Kim Moon-soo (1939–2012) was a Korean novelist. In his early works, he delves into an ordinary life of an individual being destroyed by the tragedy of the Korean War and the introduction of industrialism. In his later works, he deals with the conflicts between materialism and traditional ethics during the expansion of industrialization.

== Biography ==
Kim Moon-soo was born in Cheongju, Chungcheongbuk-do, South Korea in 1939. He attended Dongguk University for his undergraduate and Kookmin University for his graduate degree. When Kim was a freshman, he won Jayu Shinmun New Writer's Contest for his first short novel Oeroun Saram (외로운 사람 Lonely People) in 1959, and later won Chosun Ilbo New Writer's Contest for Idanbuheung (이단부흥 A Revival of Heresy). Since 1967, he has worked as a writer and a worker in the editorial department at a publishing house. Moreover, he served as a professor at Hanyang Women's University and later at Dongguk University, and worked in an active member at the Korean Writers’ Association and the Korea P.E.N. As a vigorous writer for 40 years, he published 10 novels, 90 novellas and short novels until he died due to his chronic disease in 2012.

== Writing ==
The protagonists in his early works are mostly pensive and defensive, rather than active in problem solving. Kim Moon-soo adopts to weave each event together with psychological association, and in the conclusion of the story, he utilizes irony to give a twist. His characters are mainly ordinary people, so he used to be dubbed as “a writer for ordinary people.”

=== Early works ===
His early works deal with ordinary lives of ordinary people who are eventually ruined by the tragedy of the Korean War and the wave of industrial revolution. The protagonists keep suffering inside after being traumatized when they are just kids. Over time, they migrate to big cities like Seoul to get a job, but they end up as bottom dwellers. One of the major works during Kim's early days is Jeungmyo (증묘, Sacrificing Cats 1971), a novella, which shed a light on the corruption of human virtue in the aftermath of the Korean War. The term “Jeungmyo” represents a superstitious action of human beings to avoid bad luck by sacrificing cats, and the story incorporates ethical conflicts of society at the time into the issue of female sexuality.

=== Later works ===
Kim's later works majorly illustrate the clash between materialism and traditional morals as modernization steadily expands in Korean society. The protagonists in his later novels go through constant failures and defeats due to materialism and egotism—the dominant values in the industrial era—but still try to preserve their virtues in traditional ethics. A winner of the Dongin Literary Award, Manchwidanggi (만취당기, The Chronicle of Manchwidang, 1989), is one of the notable works during Kim's late career.

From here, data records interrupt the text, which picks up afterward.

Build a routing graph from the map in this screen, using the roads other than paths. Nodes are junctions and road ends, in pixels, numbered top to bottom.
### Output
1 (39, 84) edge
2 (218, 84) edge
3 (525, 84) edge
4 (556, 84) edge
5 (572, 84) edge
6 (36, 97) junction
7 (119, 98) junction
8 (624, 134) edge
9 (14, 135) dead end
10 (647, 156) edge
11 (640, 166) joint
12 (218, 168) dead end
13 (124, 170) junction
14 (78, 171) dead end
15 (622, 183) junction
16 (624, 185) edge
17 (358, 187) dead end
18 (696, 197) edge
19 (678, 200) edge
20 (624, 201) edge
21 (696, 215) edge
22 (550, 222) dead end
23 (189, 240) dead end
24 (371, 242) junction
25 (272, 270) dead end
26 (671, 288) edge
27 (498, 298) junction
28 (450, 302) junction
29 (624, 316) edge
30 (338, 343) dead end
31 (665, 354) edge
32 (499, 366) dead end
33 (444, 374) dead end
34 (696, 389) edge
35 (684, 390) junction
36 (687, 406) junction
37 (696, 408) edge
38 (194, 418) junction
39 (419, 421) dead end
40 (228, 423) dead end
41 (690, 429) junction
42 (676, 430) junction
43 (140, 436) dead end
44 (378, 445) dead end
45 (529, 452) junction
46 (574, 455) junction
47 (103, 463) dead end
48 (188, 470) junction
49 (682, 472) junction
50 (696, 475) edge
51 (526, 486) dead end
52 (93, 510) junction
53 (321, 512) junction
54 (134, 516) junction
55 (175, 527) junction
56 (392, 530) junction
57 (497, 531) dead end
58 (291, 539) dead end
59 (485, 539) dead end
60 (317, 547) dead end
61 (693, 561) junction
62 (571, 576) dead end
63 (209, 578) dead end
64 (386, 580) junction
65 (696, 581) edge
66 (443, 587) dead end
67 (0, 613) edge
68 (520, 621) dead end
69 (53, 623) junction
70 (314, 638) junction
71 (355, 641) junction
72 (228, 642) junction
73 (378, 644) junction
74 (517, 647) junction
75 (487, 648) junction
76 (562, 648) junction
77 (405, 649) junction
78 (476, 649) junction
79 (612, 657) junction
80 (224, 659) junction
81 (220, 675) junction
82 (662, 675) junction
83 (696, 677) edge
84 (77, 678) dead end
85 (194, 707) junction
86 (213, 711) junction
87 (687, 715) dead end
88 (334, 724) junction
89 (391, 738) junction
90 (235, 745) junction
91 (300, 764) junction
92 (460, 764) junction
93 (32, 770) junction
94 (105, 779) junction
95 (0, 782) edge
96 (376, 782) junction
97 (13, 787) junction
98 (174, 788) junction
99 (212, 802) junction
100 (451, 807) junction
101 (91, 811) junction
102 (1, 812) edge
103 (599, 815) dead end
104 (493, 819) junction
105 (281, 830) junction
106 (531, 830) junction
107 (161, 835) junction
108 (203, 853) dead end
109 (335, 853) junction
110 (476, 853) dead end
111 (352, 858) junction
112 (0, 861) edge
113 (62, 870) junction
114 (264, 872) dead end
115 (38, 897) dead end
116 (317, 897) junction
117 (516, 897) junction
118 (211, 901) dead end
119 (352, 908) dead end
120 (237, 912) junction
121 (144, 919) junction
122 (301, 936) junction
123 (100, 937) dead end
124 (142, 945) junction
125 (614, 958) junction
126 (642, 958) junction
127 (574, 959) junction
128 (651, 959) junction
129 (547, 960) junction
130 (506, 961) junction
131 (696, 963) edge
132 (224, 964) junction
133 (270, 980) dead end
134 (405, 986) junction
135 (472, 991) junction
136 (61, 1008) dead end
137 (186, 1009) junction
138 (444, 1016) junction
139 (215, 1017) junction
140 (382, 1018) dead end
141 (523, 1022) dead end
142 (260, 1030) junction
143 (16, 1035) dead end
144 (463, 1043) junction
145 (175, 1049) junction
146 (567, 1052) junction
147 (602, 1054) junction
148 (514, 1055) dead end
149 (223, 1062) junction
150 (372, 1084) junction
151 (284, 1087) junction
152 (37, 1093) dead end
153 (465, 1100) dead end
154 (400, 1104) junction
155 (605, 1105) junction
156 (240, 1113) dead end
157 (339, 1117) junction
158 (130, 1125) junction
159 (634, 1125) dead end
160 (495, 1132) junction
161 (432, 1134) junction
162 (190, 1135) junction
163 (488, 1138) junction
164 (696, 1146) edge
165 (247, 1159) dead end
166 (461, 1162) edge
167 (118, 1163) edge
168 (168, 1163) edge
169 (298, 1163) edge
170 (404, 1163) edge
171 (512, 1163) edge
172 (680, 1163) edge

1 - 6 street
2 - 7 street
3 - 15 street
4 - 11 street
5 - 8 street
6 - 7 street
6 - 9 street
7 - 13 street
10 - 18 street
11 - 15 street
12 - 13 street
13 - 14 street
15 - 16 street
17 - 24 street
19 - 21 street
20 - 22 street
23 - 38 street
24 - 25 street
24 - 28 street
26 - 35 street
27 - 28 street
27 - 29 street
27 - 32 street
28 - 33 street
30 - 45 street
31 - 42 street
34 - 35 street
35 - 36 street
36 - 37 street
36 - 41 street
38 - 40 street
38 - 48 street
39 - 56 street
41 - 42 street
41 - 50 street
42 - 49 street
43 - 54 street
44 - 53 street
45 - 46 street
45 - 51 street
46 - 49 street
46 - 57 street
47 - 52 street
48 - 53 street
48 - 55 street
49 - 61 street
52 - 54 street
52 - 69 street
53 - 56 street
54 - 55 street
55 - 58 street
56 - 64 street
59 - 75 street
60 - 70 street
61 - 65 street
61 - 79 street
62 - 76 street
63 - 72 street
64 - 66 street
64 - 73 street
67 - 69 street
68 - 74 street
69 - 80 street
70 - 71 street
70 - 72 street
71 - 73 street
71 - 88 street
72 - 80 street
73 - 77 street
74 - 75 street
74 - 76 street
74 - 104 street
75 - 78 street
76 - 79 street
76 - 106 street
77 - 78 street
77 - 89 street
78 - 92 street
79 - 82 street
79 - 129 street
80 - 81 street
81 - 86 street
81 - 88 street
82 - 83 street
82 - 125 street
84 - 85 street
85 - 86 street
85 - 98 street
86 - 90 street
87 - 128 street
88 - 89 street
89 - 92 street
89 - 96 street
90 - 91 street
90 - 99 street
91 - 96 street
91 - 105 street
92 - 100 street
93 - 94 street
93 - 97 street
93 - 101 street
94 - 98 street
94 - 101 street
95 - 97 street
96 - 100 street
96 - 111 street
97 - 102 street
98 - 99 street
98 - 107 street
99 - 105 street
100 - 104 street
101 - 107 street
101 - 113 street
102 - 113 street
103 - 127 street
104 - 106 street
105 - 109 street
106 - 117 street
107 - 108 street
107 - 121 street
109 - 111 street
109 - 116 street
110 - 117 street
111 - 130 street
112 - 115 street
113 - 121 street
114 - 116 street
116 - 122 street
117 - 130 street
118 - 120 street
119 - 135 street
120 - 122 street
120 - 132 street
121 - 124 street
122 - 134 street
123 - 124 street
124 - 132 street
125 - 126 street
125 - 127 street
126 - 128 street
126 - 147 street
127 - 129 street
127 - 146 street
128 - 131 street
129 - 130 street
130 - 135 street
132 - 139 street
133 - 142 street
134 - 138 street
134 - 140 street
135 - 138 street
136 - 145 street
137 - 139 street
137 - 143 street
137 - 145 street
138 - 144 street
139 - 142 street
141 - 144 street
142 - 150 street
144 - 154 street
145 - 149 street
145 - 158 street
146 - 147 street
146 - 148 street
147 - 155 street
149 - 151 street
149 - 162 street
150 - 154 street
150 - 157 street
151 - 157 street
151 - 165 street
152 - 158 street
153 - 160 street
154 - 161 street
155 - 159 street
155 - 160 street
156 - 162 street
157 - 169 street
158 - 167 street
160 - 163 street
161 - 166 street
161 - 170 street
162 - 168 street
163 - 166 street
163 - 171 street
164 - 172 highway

This novel examines the conflict between morality and the corrupted world where traditional familism coexists with the desire to be successful in modern society. After successfully getting a job as a civil servant, the protagonist enjoys success in life. However, he is threatened to be fired because of his disobedience to inappropriate orders from above, eventually leading him to move back to his family house, Manchwidang. His father is a conservative person who is obsessed with a familial prophecy that three ministers of states will come out from his family. To make his son the third one, the father forces his son to succumb to his superiors in work, by giving them a bribe. The protagonist's struggle to protect his belief against his father's obsessive quest resonates in the readers’ heart. In addition to The Chronicle of Manchwidang, his other remarkable novels are: Pamuneul Kiun Moraeal (파문을 키운 모래알, A Grain of Sand That Makes a Ripple, 1997), which navigates different aspects of human beings who live to fool each other in this contemporary world, with a backdrop of the collapse of Seongsu Bridge, and Gaji Aneun Gil (가지 않은 길, The Road not Taken, 1999) is a novel that illustrates the life of an agonized intellectual who refuses to compromise and tries to sustain life as a moral being.

==Works==

=== Short story collections ===
《증묘(蒸猫)》, 삼성출판사, 1972 / Jeungmyo (Sacrificing Cats), Samsung, 1972

《성흔》, 한국문학사, 1975 / Seongheun (Stigmata), Hangungmunhaksa, 1975

《바람아, 이 영혼을》, 1979 / Barama, I Yeonghoneul (Wind and My Soul), Hanmaeumsa, 1979

《돌을 닮은 아이》, 금성출판사, 1984 / Doreul Dalmeun Ai (A Kid Who Resembles a Stone), Kumsung, 1984

《물레나물꽃》, 문예출판사, 1987 / Mullenamulkkot (Hypericum), Moonye, 1987

《머리 둘 달린 새》, 민족문화문고간행회, 1987 / Meori Dul Dallin Sae (A Bird with Two Heads), Korean Culture Publishing Association, 1987

《서울이 좋다지만》, 문학아카데미사, 1991 / Seouri Jotajiman (Seoul Is Not That Nice), Munhagakademisa, 1991

《그 세월의 뒤》, 무수막, 1993 / Geu Seworui Dwi (After All These Years), Musumak, 1993

《가출》, 답게, 1997 / Gachul (Run Away), Dapge, 1997

《꺼오뿌리》, 주류성, 2002 / Kkeooppuri (Dog Meat), Juryuseong, 2002

《만취당기》, 돋을새김, 2004 / Manchwidanggi (The Chronicle of Manchwidang), Dodeulsaegim, 2004

=== Novels ===
《환상의 성》, 대광출판사, 1978 / Hwansangui Seong (A Fantasy Castle), Daegwang, 1978

《바람과 날개》, 갑인출판사, 1980 / Baramgwa Nalgae (Wind and Wings), Gabin, 1980

《그 여름의 나팔꽃》, 갑인출판사, 1980 / Geu Yeoreumui Napalkkot (A Morning Glory in the Summer), Gabin, 1980

《서러운 꽃》, 현대문학, 1988 / Seoreoun Kkot (A Sorrowful Flower), Hyundaemunhak, 1988

《어둠 저쪽의 빛》, 세계일보, 1990 / Eodum Jeojjogui Bit (A Light Beyond the Dark), Segye Ilbo, 1990

《가지 않은 길》, 좋은 날, 1999 / Gaji Aneun Gil (The Road Not Taken), Joeunnal, 1999

《세상 끝에서》, 등물, 2001 / Sesang Kkeuteseo (On the Edge of the World), Deungmul, 2001

=== Children’s book ===
《민아네 집》, 웅진출판, 1995 / Minane Jip (Mina's House), Woongjinbooks, 1995

=== Essay collections ===
《가슴에 키우는 별》, 답게, 1991 / Gaseume Kiuneun Byeol (A Star in the Heart), Dapge, 1991

《쇠에서 난 녹이 그 쇠를 먹으니》, 답게, 2000 / Soeeseo Nan Nogi Geu Soereul Meogeuni (The Rust Out of Iron Eats the Iron), Dapge, 2000

=== Works in translation ===
《만취당기》, 돋을새김, 2004 / The Chronicle of Manchwidang, Jimoondang, 2003

《가지 않은 길》, 좋은 날, 1999 / 未选择的路, 上海译文出版社, 2009

=== Awards ===
Jayu Shinmun New Writer's Contest (1959) for “Lonely People”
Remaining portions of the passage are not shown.